I am trying to verify the the dual of the dual is the primal? using a simple convex QP: \begin{align} \min_x& \frac{1}{2} x^\top H x + h^\top x\\ \text{s.t.} &~Ax\leq b \\ &~ A_e x = b_e \end{align} where \begin{equation} H=\begin{bmatrix}1 & -1 \\ -1 & 2\end{bmatrix},\quad h=\begin{bmatrix}-2\\-6\end{bmatrix},\quad A=-\begin{bmatrix}1 & 1 \\ -1 & 2 \\ 2 & 1\end{bmatrix}, \quad b=\begin{bmatrix}2\\2\\3\end{bmatrix},\quad A_e=\begin{bmatrix}0.7 & 0.5\end{bmatrix},\quad b_e = -1. \end{equation} Solving the problem, we have \begin{equation} x^* = \begin{bmatrix}-1.6667 & 0.3333\end{bmatrix}^\top, \quad f_p(x^*) = 3.889. \end{equation} The dual problem of convex QP is \begin{align} \min_{\lambda,\eta}& \frac{1}{2} \begin{bmatrix} \lambda^\top & \eta^\top \end{bmatrix} \tilde{H} \begin{bmatrix}\lambda \\ \eta \end{bmatrix} + \tilde{h}^\top \begin{bmatrix}\lambda \\ \eta \end{bmatrix} + \frac{1}{2}h^\top H^{-1} h\\ \text{s.t.} &~ \lambda\geq 0 \end{align} where $\lambda$ and $\eta$ are Lagrange multipliers of inequality and equality constraints of the primal QP, respectively, \begin{equation} \tilde{H} = \begin{bmatrix} A \\ A_e \end{bmatrix} H^{-1} \begin{bmatrix} A^\top & A_e^\top \end{bmatrix}, \quad \tilde{h}^\top = h^\top H^{-1} \begin{bmatrix} A^\top & A_e^\top \end{bmatrix} + \begin{bmatrix} b^\top & b_e^\top \end{bmatrix}. \end{equation} Solving the dual problem, as expected, we have \begin{equation} \lambda^*=\begin{bmatrix}0 & 0 & 1.88889\end{bmatrix}^\top,~ \eta^*= 11.1111,~f_d(\lambda^*, \eta^*) = - f_p(x^*) = 3.8889, \end{equation} and \begin{equation} x^* = -H^{-1}\left(\begin{bmatrix} A^\top & A_e^\top \end{bmatrix}\begin{bmatrix}\lambda^* \\ \eta^*\end{bmatrix} + h\right) \end{equation} Now when I try to construct the dual problem of dual problem above: \begin{align} \min_{\gamma}& \frac{1}{2} \gamma^\top \hat{H} \gamma + \hat{h}^\top \gamma + \frac{1}{2}\tilde{h}^\top \tilde{H}^{-1} \tilde{h}\\ \text{s.t.} &~ \gamma\geq 0 \end{align} where $\gamma$ is the Lagrange multiplier of inequality constraints of the dual problem, \begin{equation} \hat{H} = \tilde{A} \tilde{H}^{-1} \tilde{A}^\top, \quad \hat{h}^\top = \tilde{h}^\top \tilde{H}^{-1} \tilde{A}^\top + \tilde{b}^\top, \quad \tilde{A} = \begin{bmatrix} -I & \boldsymbol{0}\end{bmatrix}, \quad \tilde{b} = \boldsymbol{0}. \end{equation} I realized that matrix $\tilde{H}$ is only postive semi-definite, which is not fully rank/inverible, this due to the size of matrix $A$.
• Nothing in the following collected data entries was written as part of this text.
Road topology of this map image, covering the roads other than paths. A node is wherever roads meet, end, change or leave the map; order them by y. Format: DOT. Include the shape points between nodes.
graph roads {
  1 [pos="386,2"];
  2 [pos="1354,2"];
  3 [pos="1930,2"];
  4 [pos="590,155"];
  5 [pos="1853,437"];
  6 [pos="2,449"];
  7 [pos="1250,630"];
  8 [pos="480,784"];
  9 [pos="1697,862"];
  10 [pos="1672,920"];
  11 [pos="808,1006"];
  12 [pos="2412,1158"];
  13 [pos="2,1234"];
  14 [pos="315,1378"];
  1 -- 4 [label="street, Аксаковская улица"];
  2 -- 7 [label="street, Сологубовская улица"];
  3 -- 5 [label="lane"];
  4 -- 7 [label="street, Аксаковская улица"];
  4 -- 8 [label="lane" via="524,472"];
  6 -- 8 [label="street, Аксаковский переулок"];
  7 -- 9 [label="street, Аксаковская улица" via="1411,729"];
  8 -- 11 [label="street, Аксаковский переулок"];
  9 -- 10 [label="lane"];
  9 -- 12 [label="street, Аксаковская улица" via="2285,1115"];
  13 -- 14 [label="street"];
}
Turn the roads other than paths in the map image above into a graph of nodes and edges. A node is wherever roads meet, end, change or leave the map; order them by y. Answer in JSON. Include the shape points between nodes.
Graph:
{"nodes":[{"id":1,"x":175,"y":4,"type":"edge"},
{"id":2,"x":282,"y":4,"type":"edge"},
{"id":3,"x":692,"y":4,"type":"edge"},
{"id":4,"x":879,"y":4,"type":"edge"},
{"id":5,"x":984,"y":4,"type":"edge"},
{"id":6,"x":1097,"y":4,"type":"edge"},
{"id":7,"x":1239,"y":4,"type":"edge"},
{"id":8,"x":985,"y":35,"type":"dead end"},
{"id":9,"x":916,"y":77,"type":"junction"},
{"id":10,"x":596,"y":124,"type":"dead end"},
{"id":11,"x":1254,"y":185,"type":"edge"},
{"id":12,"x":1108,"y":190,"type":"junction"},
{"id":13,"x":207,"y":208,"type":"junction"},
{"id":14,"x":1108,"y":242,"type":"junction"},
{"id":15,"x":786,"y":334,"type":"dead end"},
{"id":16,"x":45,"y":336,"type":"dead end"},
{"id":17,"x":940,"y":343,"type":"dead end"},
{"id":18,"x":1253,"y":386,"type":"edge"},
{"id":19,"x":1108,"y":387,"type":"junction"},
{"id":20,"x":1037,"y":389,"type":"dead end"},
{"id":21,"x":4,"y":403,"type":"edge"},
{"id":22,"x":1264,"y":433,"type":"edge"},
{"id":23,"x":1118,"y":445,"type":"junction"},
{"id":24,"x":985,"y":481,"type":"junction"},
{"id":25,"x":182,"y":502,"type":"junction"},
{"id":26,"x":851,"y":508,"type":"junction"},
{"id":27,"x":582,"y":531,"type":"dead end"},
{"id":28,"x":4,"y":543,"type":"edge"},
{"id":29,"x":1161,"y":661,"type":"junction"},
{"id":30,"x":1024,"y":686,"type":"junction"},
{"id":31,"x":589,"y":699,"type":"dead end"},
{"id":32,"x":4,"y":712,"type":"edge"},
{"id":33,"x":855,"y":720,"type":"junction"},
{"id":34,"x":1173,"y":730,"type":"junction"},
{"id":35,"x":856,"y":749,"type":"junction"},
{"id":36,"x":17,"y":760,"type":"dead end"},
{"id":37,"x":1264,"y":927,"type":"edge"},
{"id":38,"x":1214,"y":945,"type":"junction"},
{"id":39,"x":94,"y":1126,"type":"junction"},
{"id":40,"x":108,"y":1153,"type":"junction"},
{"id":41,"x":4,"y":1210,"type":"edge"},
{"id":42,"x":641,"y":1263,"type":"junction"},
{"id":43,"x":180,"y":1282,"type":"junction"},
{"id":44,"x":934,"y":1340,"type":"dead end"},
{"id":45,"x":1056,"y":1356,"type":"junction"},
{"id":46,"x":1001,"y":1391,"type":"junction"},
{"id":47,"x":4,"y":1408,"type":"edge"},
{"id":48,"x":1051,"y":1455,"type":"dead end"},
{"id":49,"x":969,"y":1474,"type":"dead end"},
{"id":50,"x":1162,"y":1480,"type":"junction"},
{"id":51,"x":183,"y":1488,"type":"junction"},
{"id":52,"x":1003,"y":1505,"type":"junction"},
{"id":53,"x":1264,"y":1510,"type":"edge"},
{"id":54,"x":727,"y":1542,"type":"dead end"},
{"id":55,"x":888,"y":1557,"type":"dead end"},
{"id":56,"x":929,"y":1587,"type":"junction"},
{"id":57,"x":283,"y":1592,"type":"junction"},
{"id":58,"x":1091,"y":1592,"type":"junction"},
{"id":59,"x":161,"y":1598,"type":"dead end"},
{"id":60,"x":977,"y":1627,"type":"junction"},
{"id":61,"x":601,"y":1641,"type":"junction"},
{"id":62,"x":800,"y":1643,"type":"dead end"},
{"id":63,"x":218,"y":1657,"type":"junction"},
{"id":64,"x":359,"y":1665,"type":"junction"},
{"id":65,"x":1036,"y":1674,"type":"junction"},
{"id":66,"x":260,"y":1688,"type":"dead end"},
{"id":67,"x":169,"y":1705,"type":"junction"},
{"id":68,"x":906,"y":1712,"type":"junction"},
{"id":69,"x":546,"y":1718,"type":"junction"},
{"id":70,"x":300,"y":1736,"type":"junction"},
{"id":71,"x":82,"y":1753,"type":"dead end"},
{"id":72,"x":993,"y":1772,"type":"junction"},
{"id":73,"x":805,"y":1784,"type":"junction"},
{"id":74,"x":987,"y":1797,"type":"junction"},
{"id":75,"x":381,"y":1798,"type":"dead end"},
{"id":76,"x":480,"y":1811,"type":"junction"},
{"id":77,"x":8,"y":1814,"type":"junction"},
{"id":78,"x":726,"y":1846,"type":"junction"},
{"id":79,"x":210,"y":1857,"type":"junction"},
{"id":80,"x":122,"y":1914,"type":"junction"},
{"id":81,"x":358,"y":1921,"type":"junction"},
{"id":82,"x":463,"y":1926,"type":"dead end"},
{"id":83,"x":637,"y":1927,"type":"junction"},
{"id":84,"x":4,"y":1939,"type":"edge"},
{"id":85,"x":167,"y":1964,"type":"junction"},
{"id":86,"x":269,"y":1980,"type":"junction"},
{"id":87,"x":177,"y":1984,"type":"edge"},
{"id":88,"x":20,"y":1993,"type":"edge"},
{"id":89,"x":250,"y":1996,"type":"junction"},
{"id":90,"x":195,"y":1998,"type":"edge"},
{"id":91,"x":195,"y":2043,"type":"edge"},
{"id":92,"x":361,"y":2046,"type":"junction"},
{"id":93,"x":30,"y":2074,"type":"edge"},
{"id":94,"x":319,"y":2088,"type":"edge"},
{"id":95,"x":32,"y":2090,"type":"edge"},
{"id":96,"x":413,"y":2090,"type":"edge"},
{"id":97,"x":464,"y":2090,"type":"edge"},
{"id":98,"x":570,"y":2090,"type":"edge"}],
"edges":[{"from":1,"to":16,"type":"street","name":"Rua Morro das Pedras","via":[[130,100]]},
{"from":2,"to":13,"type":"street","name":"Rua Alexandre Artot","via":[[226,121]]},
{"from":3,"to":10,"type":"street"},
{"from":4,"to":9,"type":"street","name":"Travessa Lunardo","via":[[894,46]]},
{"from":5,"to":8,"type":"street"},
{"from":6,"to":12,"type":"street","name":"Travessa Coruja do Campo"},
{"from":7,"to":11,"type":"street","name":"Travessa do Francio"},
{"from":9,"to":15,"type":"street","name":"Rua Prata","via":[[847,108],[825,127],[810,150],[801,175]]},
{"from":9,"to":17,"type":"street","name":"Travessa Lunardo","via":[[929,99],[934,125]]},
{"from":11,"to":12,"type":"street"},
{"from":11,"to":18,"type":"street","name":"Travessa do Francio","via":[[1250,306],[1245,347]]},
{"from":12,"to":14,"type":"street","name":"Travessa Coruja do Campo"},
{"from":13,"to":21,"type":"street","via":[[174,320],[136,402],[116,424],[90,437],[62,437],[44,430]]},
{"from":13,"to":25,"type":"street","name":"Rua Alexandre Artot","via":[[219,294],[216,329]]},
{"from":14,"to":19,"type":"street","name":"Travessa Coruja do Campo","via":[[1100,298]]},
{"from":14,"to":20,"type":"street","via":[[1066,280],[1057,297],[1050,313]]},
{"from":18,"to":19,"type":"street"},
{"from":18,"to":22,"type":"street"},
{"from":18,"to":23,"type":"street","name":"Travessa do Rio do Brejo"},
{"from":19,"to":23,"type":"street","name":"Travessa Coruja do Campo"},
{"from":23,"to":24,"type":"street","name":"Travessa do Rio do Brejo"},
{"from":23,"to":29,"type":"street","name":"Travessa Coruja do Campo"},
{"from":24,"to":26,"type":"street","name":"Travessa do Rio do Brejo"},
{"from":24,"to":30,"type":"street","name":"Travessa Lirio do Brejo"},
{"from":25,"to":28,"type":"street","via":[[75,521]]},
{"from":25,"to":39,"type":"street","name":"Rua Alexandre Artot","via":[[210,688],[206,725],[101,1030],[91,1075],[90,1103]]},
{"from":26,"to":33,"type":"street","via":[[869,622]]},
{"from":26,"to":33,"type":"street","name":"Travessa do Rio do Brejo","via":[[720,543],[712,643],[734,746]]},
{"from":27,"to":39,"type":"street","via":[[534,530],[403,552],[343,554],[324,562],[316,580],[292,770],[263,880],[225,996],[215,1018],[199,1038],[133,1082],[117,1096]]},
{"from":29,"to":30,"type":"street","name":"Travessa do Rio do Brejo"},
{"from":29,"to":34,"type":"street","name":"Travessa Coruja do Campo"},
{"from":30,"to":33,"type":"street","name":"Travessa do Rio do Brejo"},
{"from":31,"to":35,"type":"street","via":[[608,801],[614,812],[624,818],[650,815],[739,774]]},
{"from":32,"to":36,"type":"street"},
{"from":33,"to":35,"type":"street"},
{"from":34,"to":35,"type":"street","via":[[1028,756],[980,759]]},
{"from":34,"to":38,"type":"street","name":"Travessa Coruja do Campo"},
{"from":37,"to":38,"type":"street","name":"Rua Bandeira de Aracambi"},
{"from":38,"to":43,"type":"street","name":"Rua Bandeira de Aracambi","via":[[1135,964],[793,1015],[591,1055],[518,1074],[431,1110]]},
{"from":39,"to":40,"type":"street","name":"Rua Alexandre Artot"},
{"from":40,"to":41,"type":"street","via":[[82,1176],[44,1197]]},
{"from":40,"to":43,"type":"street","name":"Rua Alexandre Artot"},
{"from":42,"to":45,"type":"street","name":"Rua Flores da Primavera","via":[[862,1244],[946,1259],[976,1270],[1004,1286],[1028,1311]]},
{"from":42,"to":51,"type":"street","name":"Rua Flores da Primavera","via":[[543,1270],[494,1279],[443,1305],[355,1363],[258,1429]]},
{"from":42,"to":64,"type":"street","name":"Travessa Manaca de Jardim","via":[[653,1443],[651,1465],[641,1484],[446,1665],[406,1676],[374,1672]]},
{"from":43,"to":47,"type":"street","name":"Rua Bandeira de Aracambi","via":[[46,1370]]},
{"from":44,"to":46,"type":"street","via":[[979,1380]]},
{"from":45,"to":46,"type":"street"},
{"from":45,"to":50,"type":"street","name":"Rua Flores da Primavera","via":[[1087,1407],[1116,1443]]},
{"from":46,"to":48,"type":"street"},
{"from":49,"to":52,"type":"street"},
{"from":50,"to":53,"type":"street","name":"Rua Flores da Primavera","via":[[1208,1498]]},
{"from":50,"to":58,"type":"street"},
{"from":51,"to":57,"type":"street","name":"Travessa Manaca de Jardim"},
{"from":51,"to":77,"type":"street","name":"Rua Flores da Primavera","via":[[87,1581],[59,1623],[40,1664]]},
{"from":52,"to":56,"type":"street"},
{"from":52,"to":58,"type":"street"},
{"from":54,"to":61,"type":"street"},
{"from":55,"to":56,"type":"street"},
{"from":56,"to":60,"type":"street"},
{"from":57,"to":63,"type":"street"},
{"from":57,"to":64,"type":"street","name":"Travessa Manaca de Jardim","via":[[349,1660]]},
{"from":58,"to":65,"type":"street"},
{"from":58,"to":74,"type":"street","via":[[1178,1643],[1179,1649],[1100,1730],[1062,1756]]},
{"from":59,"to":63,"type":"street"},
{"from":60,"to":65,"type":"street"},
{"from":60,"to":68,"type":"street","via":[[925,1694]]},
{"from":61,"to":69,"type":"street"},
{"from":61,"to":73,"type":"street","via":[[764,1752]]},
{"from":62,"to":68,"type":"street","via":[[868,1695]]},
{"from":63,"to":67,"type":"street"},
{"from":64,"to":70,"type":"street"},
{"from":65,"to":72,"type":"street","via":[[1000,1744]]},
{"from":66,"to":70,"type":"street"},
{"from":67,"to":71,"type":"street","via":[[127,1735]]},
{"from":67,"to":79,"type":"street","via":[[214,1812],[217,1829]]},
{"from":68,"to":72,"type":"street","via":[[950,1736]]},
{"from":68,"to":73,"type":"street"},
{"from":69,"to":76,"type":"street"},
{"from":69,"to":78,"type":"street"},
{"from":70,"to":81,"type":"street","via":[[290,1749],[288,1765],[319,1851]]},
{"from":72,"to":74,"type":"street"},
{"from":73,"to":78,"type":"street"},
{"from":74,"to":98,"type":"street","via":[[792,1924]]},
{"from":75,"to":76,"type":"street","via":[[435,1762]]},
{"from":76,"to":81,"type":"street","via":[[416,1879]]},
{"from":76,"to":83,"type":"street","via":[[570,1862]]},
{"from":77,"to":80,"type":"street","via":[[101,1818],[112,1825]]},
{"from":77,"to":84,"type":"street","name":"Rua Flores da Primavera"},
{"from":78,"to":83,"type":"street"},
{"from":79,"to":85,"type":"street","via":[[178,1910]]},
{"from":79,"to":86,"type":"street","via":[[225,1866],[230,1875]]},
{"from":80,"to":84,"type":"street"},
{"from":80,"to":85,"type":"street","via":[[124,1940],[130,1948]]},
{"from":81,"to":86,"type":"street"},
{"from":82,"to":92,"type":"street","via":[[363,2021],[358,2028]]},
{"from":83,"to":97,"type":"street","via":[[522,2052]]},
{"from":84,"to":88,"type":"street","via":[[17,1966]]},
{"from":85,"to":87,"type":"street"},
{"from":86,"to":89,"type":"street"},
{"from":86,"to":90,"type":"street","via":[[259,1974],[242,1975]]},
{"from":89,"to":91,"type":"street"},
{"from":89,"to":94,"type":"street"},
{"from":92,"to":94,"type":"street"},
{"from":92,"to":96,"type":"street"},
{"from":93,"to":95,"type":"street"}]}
How can I construct the dual of dual problem of my convex QP problem? Does the dual of dual problem even exist?
P.S. I tried to make $\tilde{H}$ invertible by letting $A=-\begin{bmatrix}2 & 1\end{bmatrix}$ and $b=3$, then we have $f^*_{dd} = -f_d^* = f_p^* = 3.3889$.